How Do Astronauts Bathe in Space?
How Do Astronauts Bathe in Space? Astronauts in space bathe in a very complicated manner. The space station has a full body shower unit. When astronauts want to take a shower, they step into a cylindrical shower stall and close the door. They then get themselves wet and wash up just like you would on Earth.
However, due to weightlessness, the water droplets and soap don’t flow downwards into a drain, they float about. Astronauts use a suction device to get rid of the waste water.
Whereas restrooms have foot loops, thigh restraints, so that astronauts do not float away when using it. Also, due to weightlessness, the toilets rely on air and vacuum pump which creates suction to remove the waste. So now you know how do astronauts bathe in space.
When urinating, astronauts use a large tube that is connected to the bottom front of the toilet.
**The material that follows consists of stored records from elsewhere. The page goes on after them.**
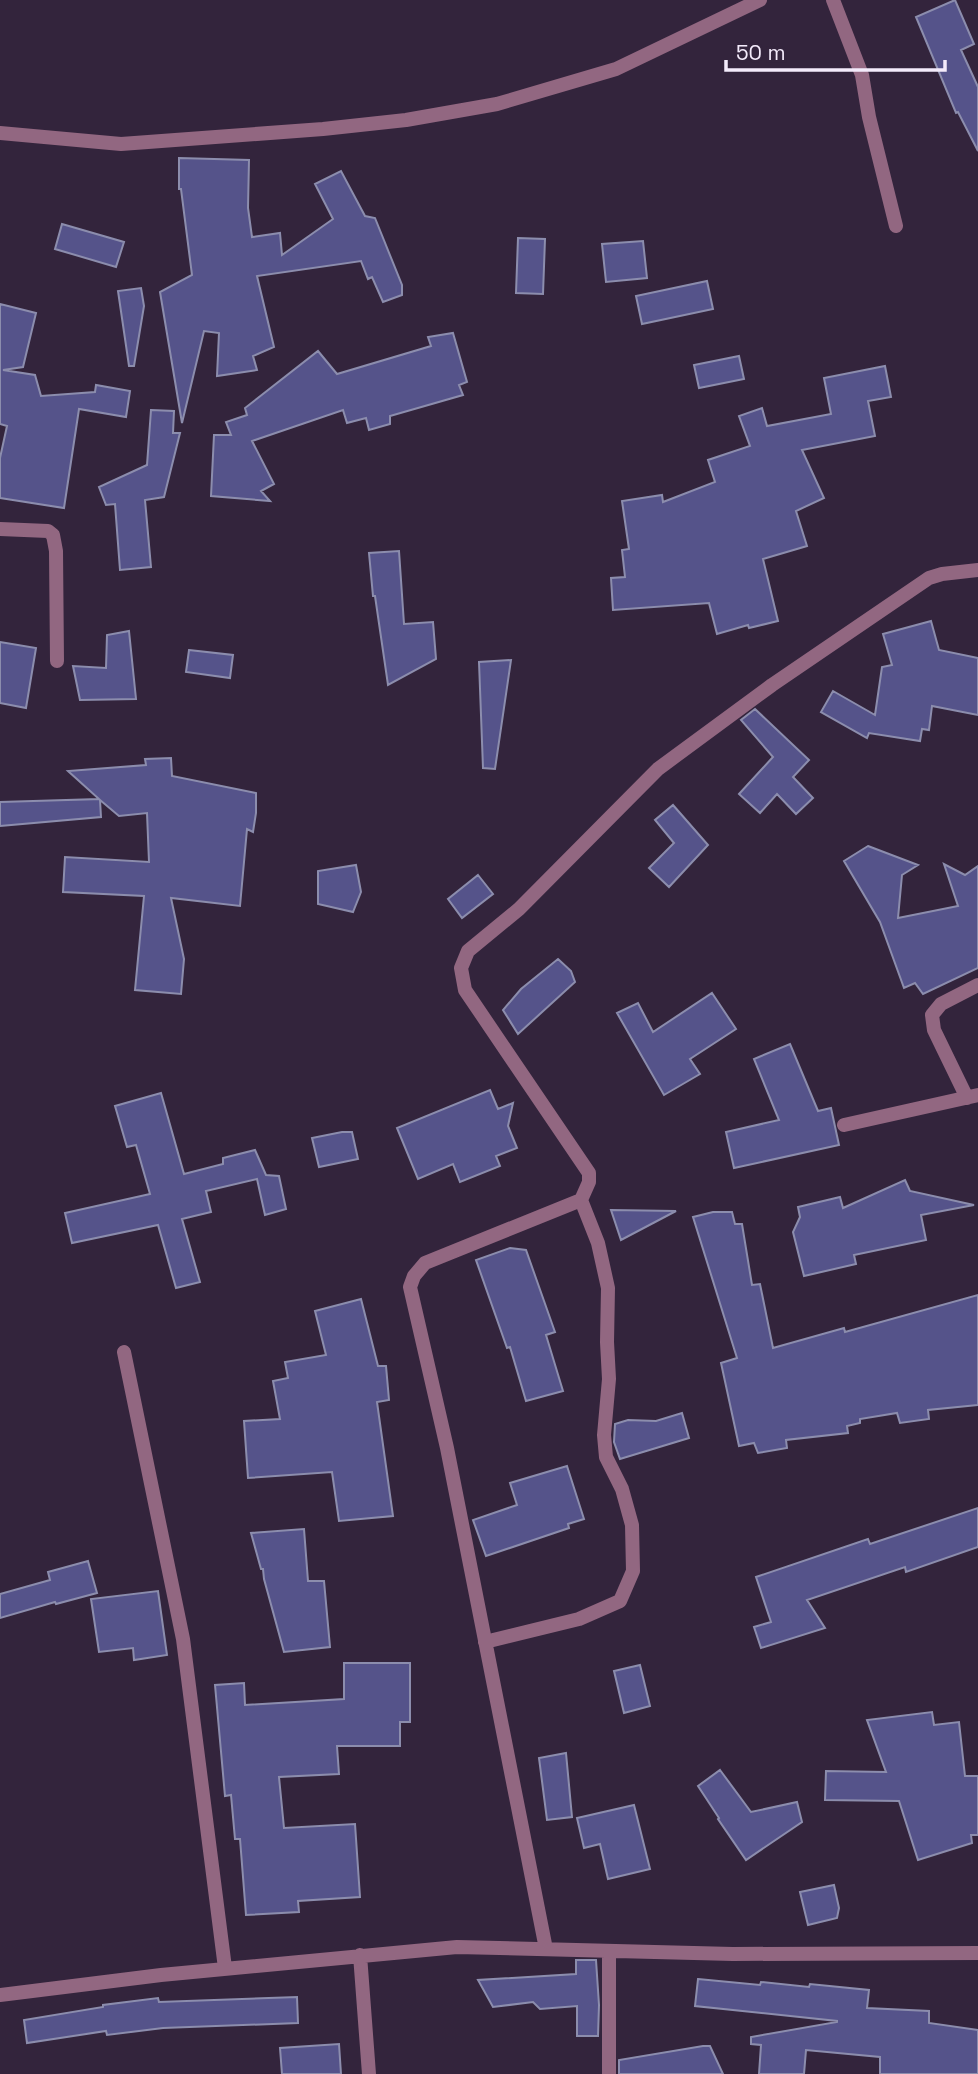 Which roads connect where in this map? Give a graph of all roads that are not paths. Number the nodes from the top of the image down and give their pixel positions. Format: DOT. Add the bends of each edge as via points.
graph roads {
  1 [pos="760,0"];
  2 [pos="832,0"];
  3 [pos="0,133"];
  4 [pos="896,226"];
  5 [pos="0,529"];
  6 [pos="978,570"];
  7 [pos="57,661"];
  8 [pos="978,985"];
  9 [pos="973,1097"];
  10 [pos="844,1125"];
  11 [pos="581,1200"];
  12 [pos="124,1353"];
  13 [pos="485,1642"];
  14 [pos="546,1949"];
  15 [pos="609,1951"];
  16 [pos="978,1953"];
  17 [pos="360,1955"];
  18 [pos="225,1968"];
  19 [pos="0,1994"];
  20 [pos="369,2074"];
  21 [pos="609,2074"];
  1 -- 3 [label="street" via="616,69 497,104 406,120 121,144"];
  2 -- 4 [label="street" via="862,75"];
  5 -- 7 [label="street" via="53,535"];
  6 -- 11 [label="street" via="929,578 772,684 658,769 519,909 468,951 461,968 465,990 589,1173"];
  8 -- 9 [label="street" via="940,1004 932,1014 934,1030"];
  9 -- 10 [label="street"];
  11 -- 13 [label="street" via="598,1243 608,1288 606,1457 622,1489 632,1525 634,1571 620,1601 579,1619"];
  11 -- 13 [label="street" via="425,1263 410,1287"];
  12 -- 18 [label="street" via="183,1639"];
  13 -- 14 [label="street"];
  14 -- 15 [label="street"];
  14 -- 17 [label="street" via="457,1947"];
  15 -- 16 [label="street"];
  15 -- 21 [label="street"];
  17 -- 18 [label="street"];
  17 -- 20 [label="street"];
  18 -- 19 [label="street"];
}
This tube also has air circulating through it carrying the urine to a holding tank. Anatomically correct urine funnel adapters are attached to this tube so that both men and women can use the same toilet.
The most difficult part is when astronauts are working outside their craft in a spacesuit. Spacesuits are fitted with diapers so that astronauts can work outside for long hours especially during spacewalks.
Do astronauts poop in their suits? The Apollo astronauts defecated into fecal collection bags that were part of their flight suit. This system was so prone to failure that the crew members were specifically placed on a high-protein diet to reduce the amount of waste they produced.
Do astronauts drink their own urine? Astronauts have been drinking distilled urine since 2009, and they currently recapture 93 percent of wastewater, but the system they’re using now is heavy, slow and has been prone to breaking down. It spins the urine at high speed to separate out the water vapor, then treats it chemically.